Saved entries
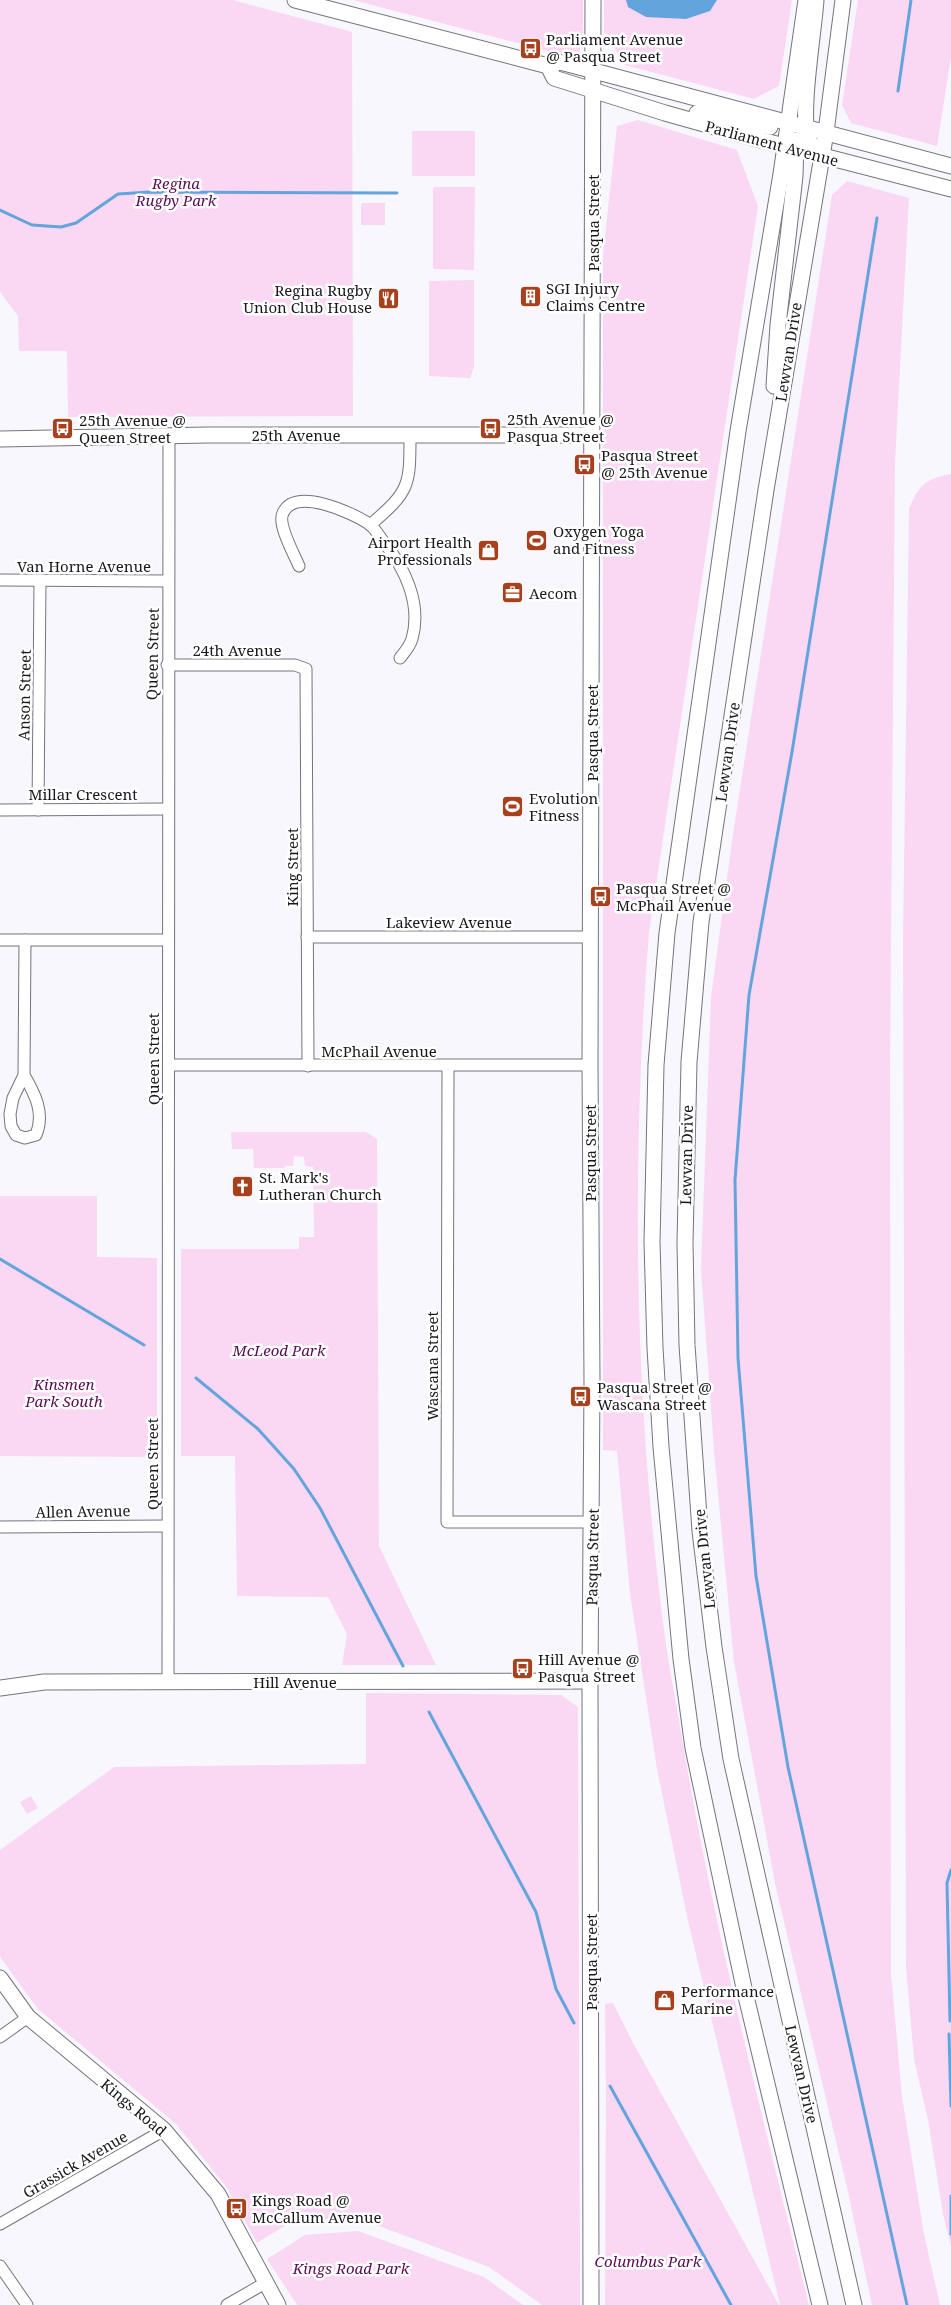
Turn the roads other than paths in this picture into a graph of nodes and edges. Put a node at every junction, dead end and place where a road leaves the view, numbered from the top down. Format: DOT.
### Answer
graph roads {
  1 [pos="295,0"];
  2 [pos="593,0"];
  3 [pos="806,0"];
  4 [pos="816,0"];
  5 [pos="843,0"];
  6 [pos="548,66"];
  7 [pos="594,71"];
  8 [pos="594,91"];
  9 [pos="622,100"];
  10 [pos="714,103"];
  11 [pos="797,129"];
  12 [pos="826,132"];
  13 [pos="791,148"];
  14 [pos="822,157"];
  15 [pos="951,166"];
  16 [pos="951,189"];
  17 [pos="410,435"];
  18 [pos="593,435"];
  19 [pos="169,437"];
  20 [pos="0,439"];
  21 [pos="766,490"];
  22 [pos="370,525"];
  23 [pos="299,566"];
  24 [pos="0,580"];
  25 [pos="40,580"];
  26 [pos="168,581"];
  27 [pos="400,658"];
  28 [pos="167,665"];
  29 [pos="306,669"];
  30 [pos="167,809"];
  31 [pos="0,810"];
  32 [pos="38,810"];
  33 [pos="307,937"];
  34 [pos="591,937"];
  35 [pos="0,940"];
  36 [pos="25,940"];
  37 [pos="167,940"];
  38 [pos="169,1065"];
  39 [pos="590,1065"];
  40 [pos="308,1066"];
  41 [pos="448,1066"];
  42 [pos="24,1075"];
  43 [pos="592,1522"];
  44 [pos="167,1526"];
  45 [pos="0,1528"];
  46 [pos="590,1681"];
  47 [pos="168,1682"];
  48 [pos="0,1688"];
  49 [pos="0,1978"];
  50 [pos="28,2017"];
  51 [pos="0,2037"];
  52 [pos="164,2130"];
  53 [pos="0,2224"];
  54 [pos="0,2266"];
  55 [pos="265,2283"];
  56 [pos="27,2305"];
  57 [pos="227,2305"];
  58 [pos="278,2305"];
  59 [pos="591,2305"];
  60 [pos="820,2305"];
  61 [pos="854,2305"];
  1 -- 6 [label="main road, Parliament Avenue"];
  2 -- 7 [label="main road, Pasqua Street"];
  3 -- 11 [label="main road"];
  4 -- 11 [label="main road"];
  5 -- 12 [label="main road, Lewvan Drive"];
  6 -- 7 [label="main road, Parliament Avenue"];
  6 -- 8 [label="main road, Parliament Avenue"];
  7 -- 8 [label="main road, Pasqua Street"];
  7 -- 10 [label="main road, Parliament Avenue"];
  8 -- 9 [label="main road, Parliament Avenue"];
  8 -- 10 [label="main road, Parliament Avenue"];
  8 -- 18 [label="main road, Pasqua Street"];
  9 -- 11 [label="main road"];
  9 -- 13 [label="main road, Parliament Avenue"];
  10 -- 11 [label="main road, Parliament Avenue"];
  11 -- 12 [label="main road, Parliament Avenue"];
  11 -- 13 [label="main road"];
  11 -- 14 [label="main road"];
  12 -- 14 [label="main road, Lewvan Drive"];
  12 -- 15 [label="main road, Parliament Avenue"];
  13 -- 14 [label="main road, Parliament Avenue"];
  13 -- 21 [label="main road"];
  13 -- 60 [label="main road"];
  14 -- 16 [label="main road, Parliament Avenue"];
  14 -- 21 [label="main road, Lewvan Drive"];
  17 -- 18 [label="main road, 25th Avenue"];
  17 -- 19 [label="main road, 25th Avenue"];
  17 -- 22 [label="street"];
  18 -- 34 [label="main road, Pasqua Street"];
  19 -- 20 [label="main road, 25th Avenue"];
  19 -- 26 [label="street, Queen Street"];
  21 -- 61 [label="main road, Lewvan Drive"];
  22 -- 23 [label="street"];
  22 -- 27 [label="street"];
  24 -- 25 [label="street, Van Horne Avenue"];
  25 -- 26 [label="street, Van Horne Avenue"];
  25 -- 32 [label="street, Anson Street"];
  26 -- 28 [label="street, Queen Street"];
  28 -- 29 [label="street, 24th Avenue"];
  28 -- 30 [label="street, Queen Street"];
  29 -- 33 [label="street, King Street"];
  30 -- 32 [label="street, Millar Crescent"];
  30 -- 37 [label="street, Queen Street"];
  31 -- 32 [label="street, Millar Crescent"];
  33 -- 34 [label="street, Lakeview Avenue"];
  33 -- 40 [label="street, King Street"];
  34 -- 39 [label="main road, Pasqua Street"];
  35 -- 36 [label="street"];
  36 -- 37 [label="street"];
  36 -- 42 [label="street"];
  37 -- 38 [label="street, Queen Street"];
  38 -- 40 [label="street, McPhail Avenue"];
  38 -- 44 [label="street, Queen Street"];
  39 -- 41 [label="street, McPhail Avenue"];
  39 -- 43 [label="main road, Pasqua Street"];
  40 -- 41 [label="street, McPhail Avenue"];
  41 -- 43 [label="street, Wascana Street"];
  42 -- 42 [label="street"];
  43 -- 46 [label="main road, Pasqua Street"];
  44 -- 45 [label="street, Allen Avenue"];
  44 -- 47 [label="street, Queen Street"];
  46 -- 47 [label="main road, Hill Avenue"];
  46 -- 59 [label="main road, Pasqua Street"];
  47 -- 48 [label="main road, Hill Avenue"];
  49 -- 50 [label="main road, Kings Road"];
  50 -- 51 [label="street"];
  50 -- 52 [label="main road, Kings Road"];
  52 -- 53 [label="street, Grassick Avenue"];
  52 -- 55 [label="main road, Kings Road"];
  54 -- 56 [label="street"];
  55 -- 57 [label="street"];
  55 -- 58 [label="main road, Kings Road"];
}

> _Task prompt_: Write down how many lines of the data above carry the word "McPhail". Nothing else belongs in the answer.

> _Exercise result_: 3